Another senior White House official said everyone in the West Wing will report to Kelly.
Scaramucci didn't respond to requests for comment. Like his boss, he's a prolific Twitter user, but he has made no public statements about Kelly's hiring. It's unclear how the brash financier will get along with the decorated military man.
The general could find several allies within the competing power structures of the White House.
They include Bannon, who throughout Kelly's brief tenure as Secretary of Homeland Security, privately praised the Boston-born military leader's effectiveness in an administration that often hasn't functioned smoothly.
Two people close to Trump and Bannon said the latter's position in the administration doesn't appear to be in imminent jeopardy, even after Scaramucci was quoted as crudely criticizing Bannon -- an architect of Trump's win in November -- in the New Yorker article for trying to build his brand off the presidency.
Former New York Mayor Rudy Giuliani, a supporter of Trump who's been talked about on and off for a position in the administration, said Kelly's brief stint at DHS showed command, strong organization, and charisma.
"If he can repeat that at the White House I think there can be a material improvement in the way the White House functions," Giuliani said in an interview.
But Kelly's biggest challenge may be trying to keep Trump from undercutting his own message with tweets and unfiltered commentary, including threats and digs directed at members of his own party and his own administration.
Trump has shown no sign of a personal change in course since announcing Kelly's appointment on Twitter on Friday. On Saturday, he intensified his criticism of GOP lawmakers, saying Republicans in the Senate would be "fools" and "total quitters" if they didn't change their rules and make another attempt to repeal Obamacare. He also threatened via Twitter to end "BAILOUTS for Members of Congress" if a health-care bill is not passed quickly.
On "Fox News Sunday," White House adviser Kellyanne Conway said Trump's threat referred to health insurance arrangements for members of Congress and their staff under the Affordable Care Act.

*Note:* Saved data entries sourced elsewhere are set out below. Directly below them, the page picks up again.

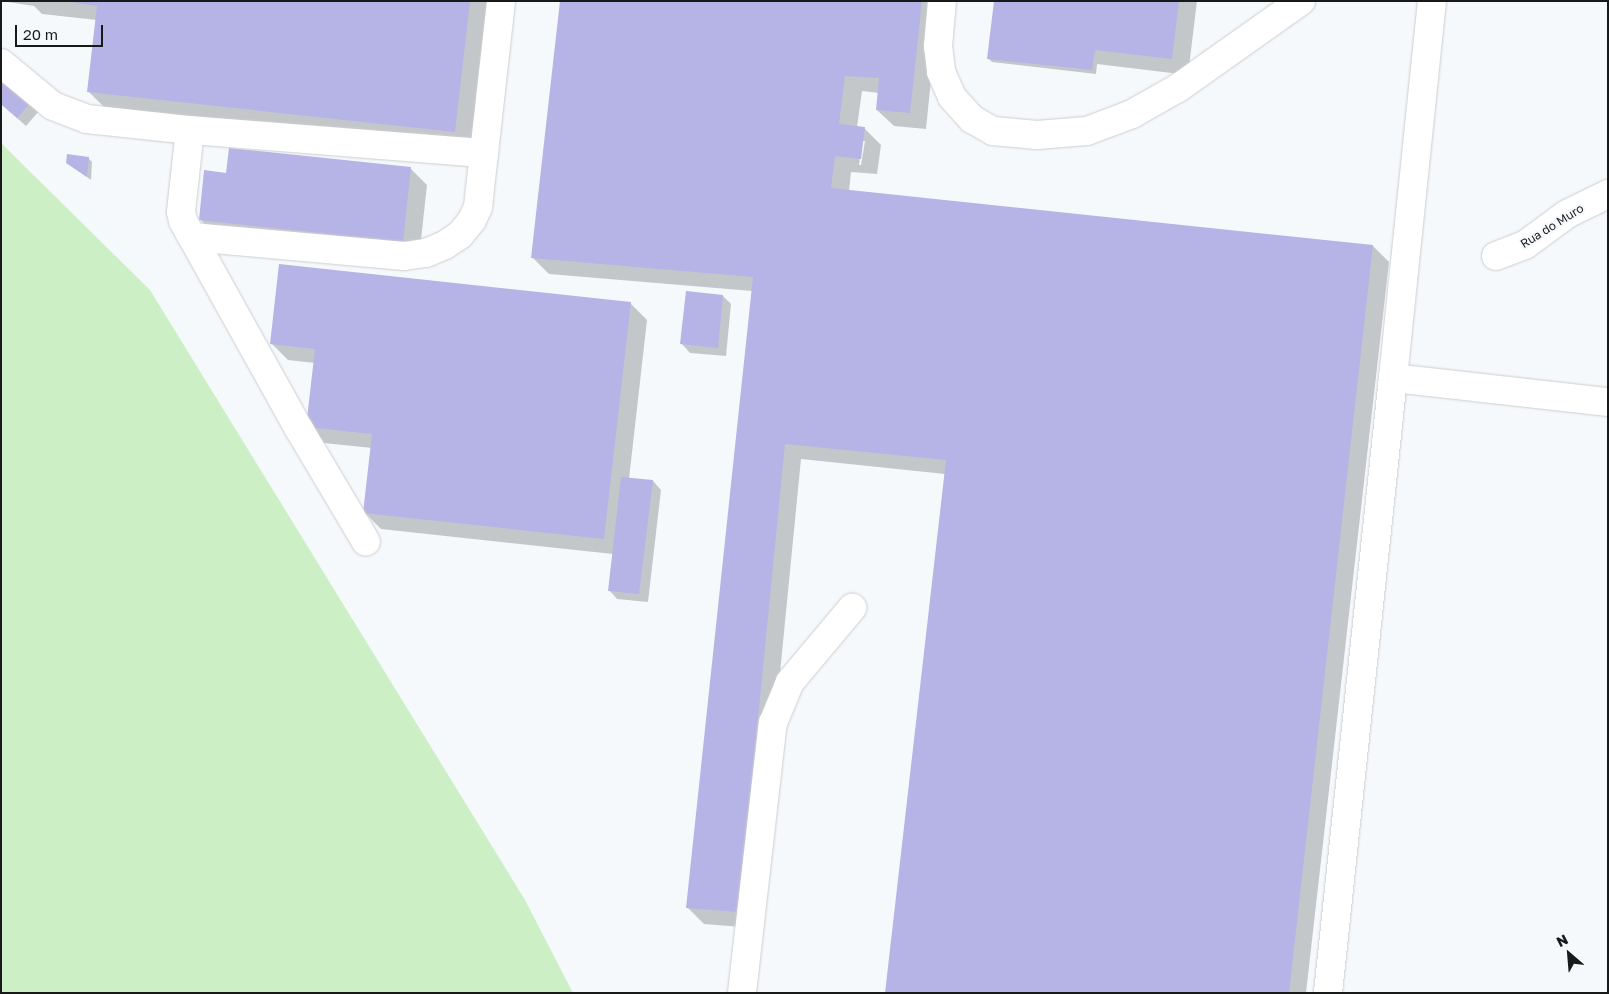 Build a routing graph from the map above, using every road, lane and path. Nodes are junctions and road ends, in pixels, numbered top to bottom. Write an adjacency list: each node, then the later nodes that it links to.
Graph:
1 (501, 1): 7 (street)
2 (942, 1): 3 (street)
3 (1301, 1)
4 (1432, 1): 11 (street)
5 (1, 62): 6 (street)
6 (190, 130): 7 (street); 9 (street)
7 (484, 153): 9 (street)
8 (1608, 194): 10 (street, Rua do Muro)
9 (192, 237): 13 (street)
10 (1496, 256)
11 (1393, 378): 12 (street); 16 (street)
12 (1608, 402)
13 (366, 542)
14 (852, 608): 15 (street)
15 (742, 993)
16 (1328, 993) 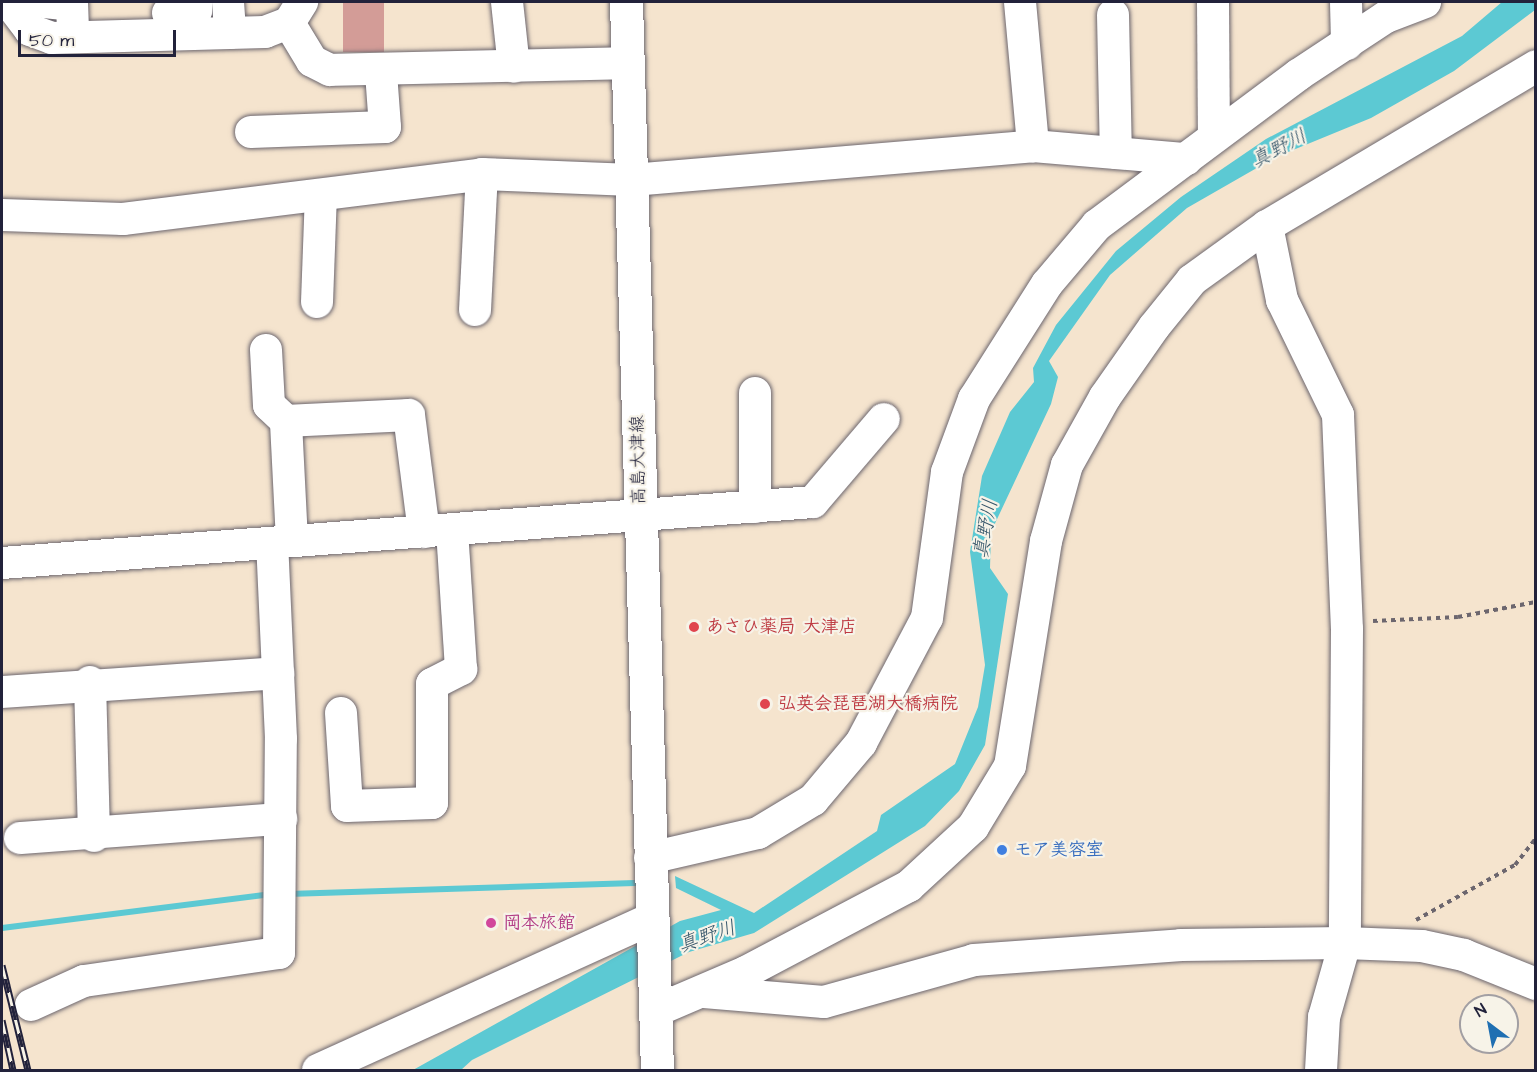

Senate Majority Leader Mitch McConnell, R-Kentucky, has said he will not change Senate rules requiring 60 votes to pass most legislation, and declared it was "time to move on" after the Obamacare repeal bill failed last week -- after failing to reach a simple majority in the 100-member chamber. The White House's deteriorating relationship with Congress is yet another headache for the incoming chief of staff.
"The situation on Capitol Hill is now worse than before with many Republicans extremely angry with the president," said Julian Zelizer, a historian at Princeton University. "All of this will in some ways undercut his efforts to improve the situation."